# Help with yeast



## Gaki (Mar 5, 2006)

*Is there a difference in yeast? I'm trying to make a media from http://www.doylesdartden.com/fruitfly.html. *

Banana and Apple Sauce Mix 
by Anthony Hundt 

1 cup banana (about 2 bananas) 
1 cup apple sauce 
1/8 cup vinegar (or 2 tablespoons or 15 ml) 
2 cups oatmeal 
a few granules of baker's yeast 

Put banana and apple sauce in blender or bowl and mix until the banana is liquified. Heat in the microwave for approximately 2 min. or until hot enough to kill off any wild fruit fly eggs that were in the bananas, and to reduce mold. Add the vinegar and mix in oatmeal until it becomes firm, but still moist. Put the mixture in wide mouth quart canning jars and allow to cool. Once cooled, add the yeast and flies. 


*The only type of yeast I found is active yeast. Is there a difference between baker's yeast and active yeast?*


----------



## defaced (May 23, 2005)

Yes there is a difference. Both are the same species of yeast, but active yeast is still living. If you were to use baker's yeast in place of the brewer's yeast you'd have a culture that woudln't produce because of CO2 buildup. 

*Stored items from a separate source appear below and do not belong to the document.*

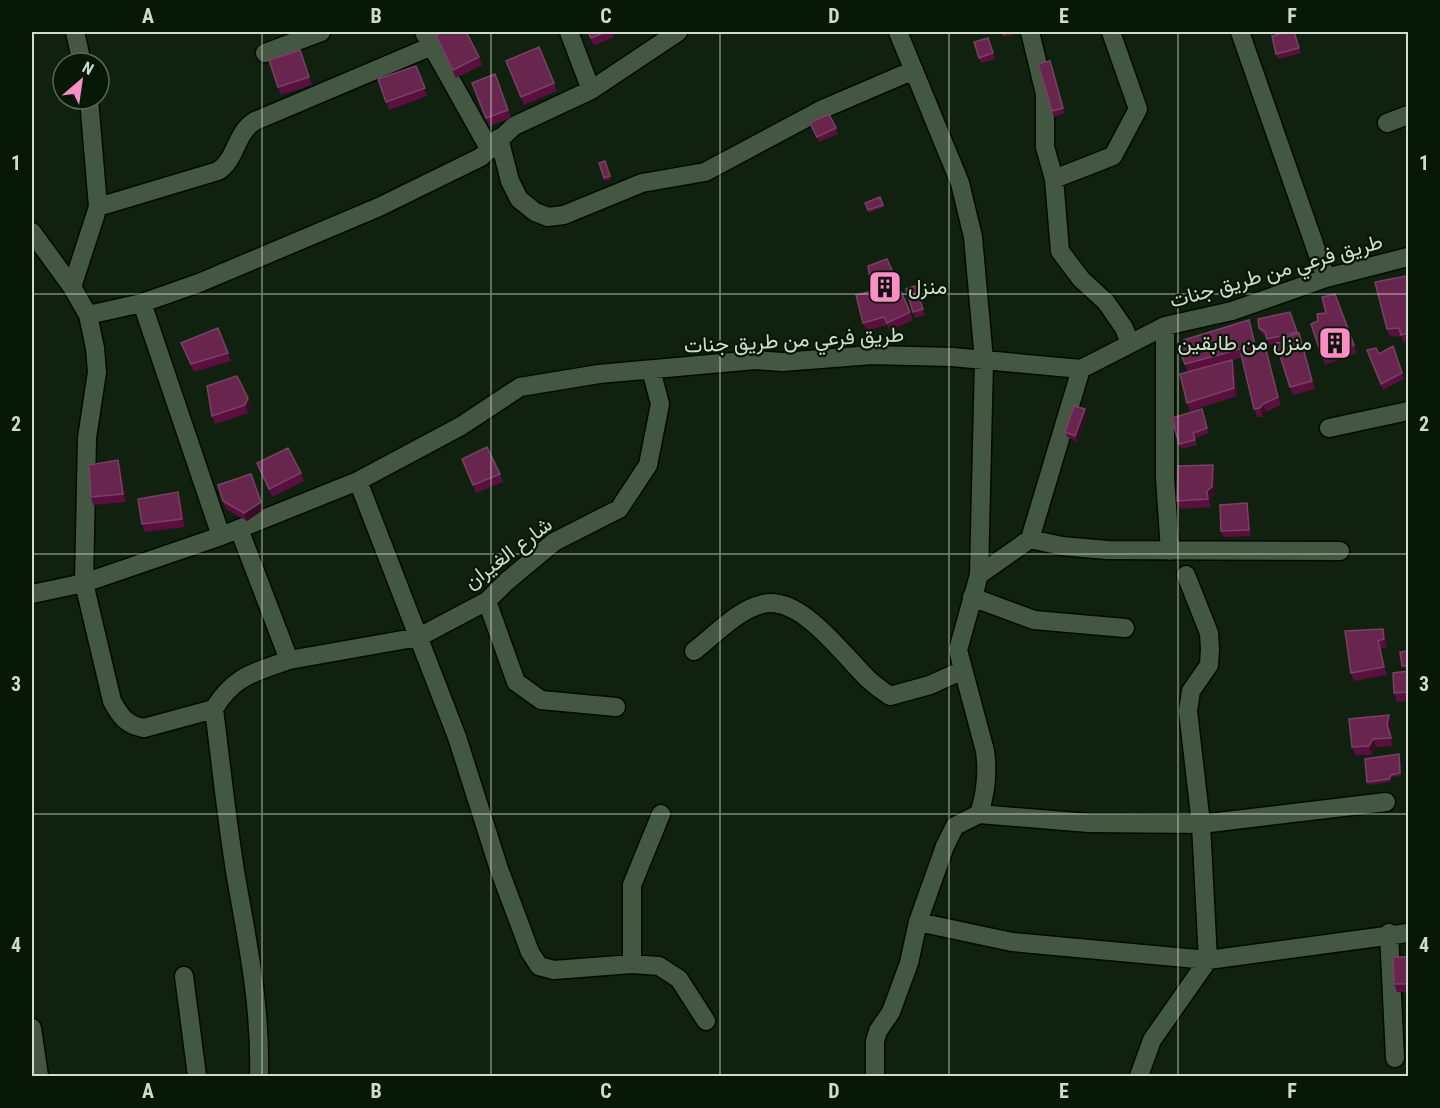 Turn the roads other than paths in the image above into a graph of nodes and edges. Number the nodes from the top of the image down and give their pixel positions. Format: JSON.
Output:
{"nodes":[{"id":1,"x":75,"y":32,"type":"edge"},
{"id":2,"x":321,"y":32,"type":"edge"},
{"id":3,"x":569,"y":32,"type":"edge"},
{"id":4,"x":678,"y":32,"type":"edge"},
{"id":5,"x":898,"y":32,"type":"edge"},
{"id":6,"x":1030,"y":32,"type":"edge"},
{"id":7,"x":1111,"y":32,"type":"edge"},
{"id":8,"x":1240,"y":32,"type":"edge"},
{"id":9,"x":428,"y":39,"type":"edge"},
{"id":10,"x":79,"y":51,"type":"edge"},
{"id":11,"x":265,"y":53,"type":"dead end"},
{"id":12,"x":914,"y":70,"type":"junction"},
{"id":13,"x":591,"y":90,"type":"junction"},
{"id":14,"x":90,"y":111,"type":"edge"},
{"id":15,"x":1408,"y":115,"type":"edge"},
{"id":16,"x":1387,"y":123,"type":"dead end"},
{"id":17,"x":494,"y":144,"type":"junction"},
{"id":18,"x":1053,"y":179,"type":"junction"},
{"id":19,"x":98,"y":207,"type":"junction"},
{"id":20,"x":32,"y":232,"type":"edge"},
{"id":21,"x":1408,"y":257,"type":"edge"},
{"id":22,"x":1326,"y":278,"type":"junction"},
{"id":23,"x":72,"y":287,"type":"junction"},
{"id":24,"x":142,"y":303,"type":"junction"},
{"id":25,"x":88,"y":315,"type":"junction"},
{"id":26,"x":1165,"y":326,"type":"junction"},
{"id":27,"x":1130,"y":343,"type":"junction"},
{"id":28,"x":984,"y":360,"type":"junction"},
{"id":29,"x":1082,"y":369,"type":"junction"},
{"id":30,"x":651,"y":370,"type":"junction"},
{"id":31,"x":1408,"y":411,"type":"edge"},
{"id":32,"x":1329,"y":428,"type":"dead end"},
{"id":33,"x":358,"y":481,"type":"junction"},
{"id":34,"x":239,"y":530,"type":"junction"},
{"id":35,"x":221,"y":536,"type":"junction"},
{"id":36,"x":1030,"y":539,"type":"junction"},
{"id":37,"x":1170,"y":550,"type":"junction"},
{"id":38,"x":1340,"y":551,"type":"dead end"},
{"id":39,"x":979,"y":575,"type":"junction"},
{"id":40,"x":1186,"y":575,"type":"dead end"},
{"id":41,"x":84,"y":583,"type":"junction"},
{"id":42,"x":32,"y":594,"type":"edge"},
{"id":43,"x":972,"y":597,"type":"junction"},
{"id":44,"x":487,"y":601,"type":"junction"},
{"id":45,"x":1125,"y":628,"type":"dead end"},
{"id":46,"x":419,"y":637,"type":"junction"},
{"id":47,"x":694,"y":651,"type":"dead end"},
{"id":48,"x":289,"y":660,"type":"junction"},
{"id":49,"x":963,"y":670,"type":"junction"},
{"id":50,"x":616,"y":707,"type":"dead end"},
{"id":51,"x":214,"y":709,"type":"junction"},
{"id":52,"x":1386,"y":802,"type":"dead end"},
{"id":53,"x":662,"y":814,"type":"dead end"},
{"id":54,"x":979,"y":814,"type":"junction"},
{"id":55,"x":1201,"y":824,"type":"junction"},
{"id":56,"x":918,"y":922,"type":"junction"},
{"id":57,"x":1389,"y":933,"type":"junction"},
{"id":58,"x":1408,"y":933,"type":"edge"},
{"id":59,"x":1208,"y":960,"type":"junction"},
{"id":60,"x":632,"y":964,"type":"junction"},
{"id":61,"x":184,"y":976,"type":"dead end"},
{"id":62,"x":706,"y":1021,"type":"dead end"},
{"id":63,"x":32,"y":1028,"type":"edge"},
{"id":64,"x":1395,"y":1058,"type":"dead end"},
{"id":65,"x":39,"y":1077,"type":"edge"},
{"id":66,"x":197,"y":1077,"type":"edge"},
{"id":67,"x":259,"y":1077,"type":"edge"},
{"id":68,"x":875,"y":1077,"type":"edge"},
{"id":69,"x":1138,"y":1077,"type":"edge"}],
"edges":[{"from":1,"to":10,"type":"street"},
{"from":2,"to":11,"type":"street"},
{"from":3,"to":13,"type":"street"},
{"from":4,"to":13,"type":"street"},
{"from":5,"to":12,"type":"street"},
{"from":6,"to":18,"type":"street"},
{"from":7,"to":18,"type":"street"},
{"from":8,"to":22,"type":"street"},
{"from":9,"to":17,"type":"street"},
{"from":9,"to":19,"type":"street"},
{"from":12,"to":17,"type":"street"},
{"from":12,"to":28,"type":"street"},
{"from":13,"to":17,"type":"street"},
{"from":14,"to":19,"type":"street"},
{"from":15,"to":16,"type":"street"},
{"from":17,"to":24,"type":"street"},
{"from":18,"to":27,"type":"street"},
{"from":19,"to":23,"type":"street"},
{"from":20,"to":23,"type":"street"},
{"from":21,"to":22,"type":"street","name":"طريق فرعي من طريق جنات"},
{"from":22,"to":26,"type":"street","name":"طريق فرعي من طريق جنات"},
{"from":23,"to":25,"type":"street"},
{"from":24,"to":25,"type":"street"},
{"from":24,"to":35,"type":"street"},
{"from":25,"to":41,"type":"street"},
{"from":26,"to":27,"type":"street","name":"طريق فرعي من طريق جنات"},
{"from":26,"to":37,"type":"street"},
{"from":27,"to":29,"type":"street","name":"طريق فرعي من طريق جنات"},
{"from":28,"to":29,"type":"street","name":"طريق فرعي من طريق جنات"},
{"from":28,"to":30,"type":"street","name":"طريق فرعي من طريق جنات"},
{"from":28,"to":39,"type":"street"},
{"from":29,"to":36,"type":"street"},
{"from":30,"to":33,"type":"street","name":"طريق فرعي من طريق جنات"},
{"from":30,"to":44,"type":"street","name":"شارع الغيران"},
{"from":31,"to":32,"type":"street"},
{"from":33,"to":34,"type":"street","name":"طريق فرعي من طريق جنات"},
{"from":33,"to":46,"type":"street"},
{"from":34,"to":35,"type":"street","name":"طريق فرعي من طريق جنات"},
{"from":34,"to":48,"type":"street"},
{"from":35,"to":41,"type":"street","name":"طريق فرعي من طريق جنات"},
{"from":36,"to":37,"type":"street"},
{"from":36,"to":39,"type":"street"},
{"from":37,"to":38,"type":"street"},
{"from":39,"to":43,"type":"street"},
{"from":40,"to":55,"type":"street"},
{"from":41,"to":42,"type":"street","name":"طريق فرعي من طريق جنات"},
{"from":41,"to":51,"type":"street"},
{"from":43,"to":45,"type":"street"},
{"from":43,"to":49,"type":"street"},
{"from":44,"to":46,"type":"street","name":"شارع الغيران"},
{"from":44,"to":50,"type":"street"},
{"from":46,"to":48,"type":"street","name":"شارع الغيران"},
{"from":46,"to":60,"type":"street"},
{"from":47,"to":49,"type":"street"},
{"from":48,"to":51,"type":"street","name":"شارع الغيران"},
{"from":49,"to":54,"type":"street"},
{"from":51,"to":67,"type":"street"},
{"from":52,"to":55,"type":"street"},
{"from":53,"to":60,"type":"street"},
{"from":54,"to":55,"type":"street"},
{"from":54,"to":56,"type":"street"},
{"from":55,"to":59,"type":"street"},
{"from":56,"to":59,"type":"street"},
{"from":56,"to":68,"type":"street"},
{"from":57,"to":58,"type":"street"},
{"from":57,"to":59,"type":"street"},
{"from":57,"to":64,"type":"street"},
{"from":59,"to":69,"type":"street"},
{"from":60,"to":62,"type":"street"},
{"from":61,"to":66,"type":"street"},
{"from":63,"to":65,"type":"street"}]}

You can find brewer's yeast at health food stores or online. It's a long shot, but maybe Ed Parker still has some for sale. Shoot him a pm.


----------



## Gaki (Mar 5, 2006)

*GNC?*

Is this it? 
http://tinyurl.com/mkteh

<URL shrinkage, Catfur>


----------



## defaced (May 23, 2005)

Yep, same stuff. 

Clayton, how come you use Tiny URL and not just rename the URL tag to show an alternate text? I've always been curious.


----------



## Catfur (Oct 5, 2004)

I think defaced is confusing bakers yeast and brewers yeast. Baker's yeast is active yeast (for making bread). Brewers yeast is the sludge they dredge off of the bottom of the beer fermentation vats, which is kinda nasty, but full of all kinds of protien and vitamins. Don't buy GNC brewers yeast as pills, those are for humans (and expensivo!), you can find brewers (or nutritional, which is similar) yeast for sale in bulk in health food stores, at the grocer (look in the organic foods) or online.


----------



## Catfur (Oct 5, 2004)

Defaced, to tell the truth, I use tinyURL because I can't seem to make the URL tags work right. Which is funny, because I don't have any trouble using all the other tags right, including the unlisted ones.


----------



## defaced (May 23, 2005)

Baker's yeast: still living
Brewer's yeast: not living

Baker's yeast is found at grocery stores. 
Brewer's yeast is found at health food stores (I didn't look to see if what he listed were pills or not. Get the powdered form, not pills or caplets, GNC does have it, but some will argue about the quality)


----------



## geckguy (Mar 8, 2004)

Gaki said:


> *The only type of yeast I found is active yeast. Is there a difference between baker's yeast and active yeast?*


No, they are the same thing, you use a few granules per culture.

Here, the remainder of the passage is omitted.